前世から、私は一人行動が好きだったのだ!




 思えばコミケやら声優イベントやらには、よくひとり参戦をしたし。

現地でその時知り合った人と楽しくおしゃべりをすることはあっても、常に戦いの場では一人だった。

本を狩るのに、友達はいらない!が私の信条だったと言っても過言ではない……はず。




 自分の領域テリトリーを私は常に持っていたかったのかもしれない。

……よく、会場で出会った人と結婚したよね、私……。





 志乃ちゃんはまるで空気のようにそばにいてくれるから平気だったけど、光穂ちゃんは鈍感だからね。

土足でずかずかと私の領域テリトリーに入ってきては、引っ掻き回してくることもある。

でもそれは全然嫌味じゃないから、怒ることもできないんだな、これが。



 最近では主人公だからか!?と諦めていることもあって。

そういえば、ゲーム主人公って恋愛相手のことだけを考えて行動してるもんな……。

恋愛対象が現れる場所に(用もないのに)行ってみたり、ほかの人がいるのに声をかけてみたり。

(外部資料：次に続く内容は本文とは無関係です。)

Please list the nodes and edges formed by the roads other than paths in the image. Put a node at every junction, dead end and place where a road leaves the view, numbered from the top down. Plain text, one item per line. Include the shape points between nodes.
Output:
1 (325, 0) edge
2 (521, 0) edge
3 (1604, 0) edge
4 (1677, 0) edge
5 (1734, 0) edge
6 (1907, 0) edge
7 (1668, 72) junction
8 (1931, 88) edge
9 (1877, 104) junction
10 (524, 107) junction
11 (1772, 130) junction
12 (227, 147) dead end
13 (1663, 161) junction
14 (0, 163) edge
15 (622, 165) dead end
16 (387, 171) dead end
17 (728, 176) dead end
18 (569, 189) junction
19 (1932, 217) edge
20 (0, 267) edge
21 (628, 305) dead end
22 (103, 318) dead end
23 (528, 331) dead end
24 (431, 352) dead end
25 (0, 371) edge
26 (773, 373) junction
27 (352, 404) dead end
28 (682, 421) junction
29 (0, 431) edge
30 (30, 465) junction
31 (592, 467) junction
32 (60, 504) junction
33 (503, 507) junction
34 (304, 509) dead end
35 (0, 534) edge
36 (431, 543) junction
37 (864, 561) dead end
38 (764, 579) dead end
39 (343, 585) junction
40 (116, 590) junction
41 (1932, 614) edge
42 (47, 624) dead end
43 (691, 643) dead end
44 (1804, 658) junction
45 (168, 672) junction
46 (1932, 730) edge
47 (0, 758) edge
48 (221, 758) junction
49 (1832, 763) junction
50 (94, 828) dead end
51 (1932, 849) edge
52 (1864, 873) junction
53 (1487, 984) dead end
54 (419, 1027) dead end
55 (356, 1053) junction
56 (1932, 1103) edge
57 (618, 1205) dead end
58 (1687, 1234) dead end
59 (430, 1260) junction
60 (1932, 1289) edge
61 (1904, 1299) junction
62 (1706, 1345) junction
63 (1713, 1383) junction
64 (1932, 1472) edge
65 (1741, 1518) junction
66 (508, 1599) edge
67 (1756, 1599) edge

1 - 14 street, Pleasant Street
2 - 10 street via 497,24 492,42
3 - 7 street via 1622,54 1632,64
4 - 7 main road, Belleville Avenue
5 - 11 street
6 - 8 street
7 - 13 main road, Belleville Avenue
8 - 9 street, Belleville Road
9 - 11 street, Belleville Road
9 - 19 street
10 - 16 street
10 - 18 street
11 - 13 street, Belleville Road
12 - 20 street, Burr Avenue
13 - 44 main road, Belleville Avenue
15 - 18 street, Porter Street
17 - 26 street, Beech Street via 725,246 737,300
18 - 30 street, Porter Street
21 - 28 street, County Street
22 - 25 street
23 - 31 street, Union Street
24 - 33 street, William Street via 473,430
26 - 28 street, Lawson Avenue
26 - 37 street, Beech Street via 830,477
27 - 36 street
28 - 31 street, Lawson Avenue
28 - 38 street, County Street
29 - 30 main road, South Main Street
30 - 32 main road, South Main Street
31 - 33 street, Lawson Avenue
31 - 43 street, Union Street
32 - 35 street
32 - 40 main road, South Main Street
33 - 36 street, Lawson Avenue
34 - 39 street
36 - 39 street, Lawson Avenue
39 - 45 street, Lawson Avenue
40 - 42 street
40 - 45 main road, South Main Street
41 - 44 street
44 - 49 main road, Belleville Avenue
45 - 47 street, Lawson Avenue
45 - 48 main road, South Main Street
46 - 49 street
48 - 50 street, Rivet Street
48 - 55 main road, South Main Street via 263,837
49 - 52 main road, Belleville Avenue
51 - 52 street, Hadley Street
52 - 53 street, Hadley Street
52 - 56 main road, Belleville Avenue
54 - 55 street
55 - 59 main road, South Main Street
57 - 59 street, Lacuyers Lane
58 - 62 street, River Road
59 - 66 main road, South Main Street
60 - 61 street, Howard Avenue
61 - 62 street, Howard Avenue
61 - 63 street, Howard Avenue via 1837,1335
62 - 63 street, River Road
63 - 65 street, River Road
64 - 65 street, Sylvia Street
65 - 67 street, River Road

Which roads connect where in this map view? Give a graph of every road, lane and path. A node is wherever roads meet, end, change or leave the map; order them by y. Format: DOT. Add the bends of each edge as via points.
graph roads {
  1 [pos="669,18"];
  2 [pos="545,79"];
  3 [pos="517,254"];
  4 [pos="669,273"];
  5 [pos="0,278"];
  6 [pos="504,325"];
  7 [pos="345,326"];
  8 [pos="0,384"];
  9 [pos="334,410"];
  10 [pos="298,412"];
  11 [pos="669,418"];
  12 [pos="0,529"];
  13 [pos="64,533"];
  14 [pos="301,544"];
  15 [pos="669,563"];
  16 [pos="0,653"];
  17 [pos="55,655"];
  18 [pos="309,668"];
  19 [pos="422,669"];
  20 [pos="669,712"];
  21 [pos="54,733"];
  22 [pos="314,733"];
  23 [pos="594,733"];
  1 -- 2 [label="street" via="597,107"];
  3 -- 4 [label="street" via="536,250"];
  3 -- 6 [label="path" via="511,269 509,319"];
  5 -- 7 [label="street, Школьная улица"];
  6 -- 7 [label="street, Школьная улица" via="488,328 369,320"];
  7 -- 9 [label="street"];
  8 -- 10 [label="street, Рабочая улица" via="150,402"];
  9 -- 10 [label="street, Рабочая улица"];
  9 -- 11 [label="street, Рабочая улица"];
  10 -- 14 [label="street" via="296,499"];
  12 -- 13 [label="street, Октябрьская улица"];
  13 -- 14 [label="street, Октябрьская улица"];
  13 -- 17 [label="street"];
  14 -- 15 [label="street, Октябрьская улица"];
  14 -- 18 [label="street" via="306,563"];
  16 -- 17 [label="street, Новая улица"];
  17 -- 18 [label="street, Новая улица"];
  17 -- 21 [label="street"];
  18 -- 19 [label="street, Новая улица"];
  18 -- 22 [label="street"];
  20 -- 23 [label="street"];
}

あれって一歩引いて考えると、振り回されまくっている周りもいるってことだ。

今度ゲームを買う時は、そのことも考えて買おう…。





 光穂ちゃんは、今日のおすすめであるカレーを買うと席に戻ってくる。

私と志乃ちゃんはもう食べ終わってるので、午後の授業について談笑していた。

午後の授業は担任の授業だったはず。

うげー、あの人苦手なんだよね。

私を学級委員に勝手にしたことは今でも恨んでるぞ。




 とか考えていたら、光穂ちゃんが思い出したように「あ」と小さく声を上げた。

ちなみに、光穂ちゃんはカレーを5分で完食している……。

早食いは太るんだぞーーー!!!

光穂ちゃん、スレンダーな美人さんだからな……。

マジで妬ま……羨ましい。

早く滅しろ、私の胸!!!






「そういえば、今日って初の委員会があったよね」

「あら、そういえば?」

「!!だ、駄目だよ、志乃ちゃん!忘れて帰ったら!!私一人で参加するなんて寂しいんだからね!」



 光穂ちゃん、カレースプーンを振り回しながら志乃ちゃんを説得しないでくれるかな?

カレーが飛んで……ほら制服についた。

知らないよ、後でカレーが落ちなくて泣いても。








 しかし委員会か。

学級委員会は、確か生徒会室に集合だったはず。

また夏輝と帝王のバトルを見ることになるのかな?





 はぁぁぁぁぁぁぁぁぁぁぁぁぁ。



 あのイベントはゲームで見るから面白いのであって、巻き込まれると確実にわかっていると憂鬱以外の何物でもないよね。

周りの気温が、一気に氷点下になるんだもん。

ほんと、勘弁してほしいよ。





「委員会……嫌だな」

「あ~、成実ちゃん学級委員だもんね。私たちみたいに気楽に……ってわけにはいかないか。可哀想…」

「なら光穂ちゃん、私と交代し……「絶対に嫌」」



 ううっ、喰い気味に否定された……。

そういえば光穂ちゃんは外部生だから、帝王に憧れとかないもんね。

学級委員会が生徒会室に集合と発表されたとたん、何人かの女子が「なっとけばよかった」と言ってるのを聞いた気がする。

でも担任が交代はもう認められないとか言ってたっけ。




 今からでも遅くないから、私と交代しよう、マジで。




 私の憂鬱をよそに、志乃ちゃんと光穂ちゃんは楽しそうに図書委員会についてお話している。

ああ、放課後なんか来なければいいのに。







 その時無情にも、午後の予鈴が食堂に鳴り響いたのだった。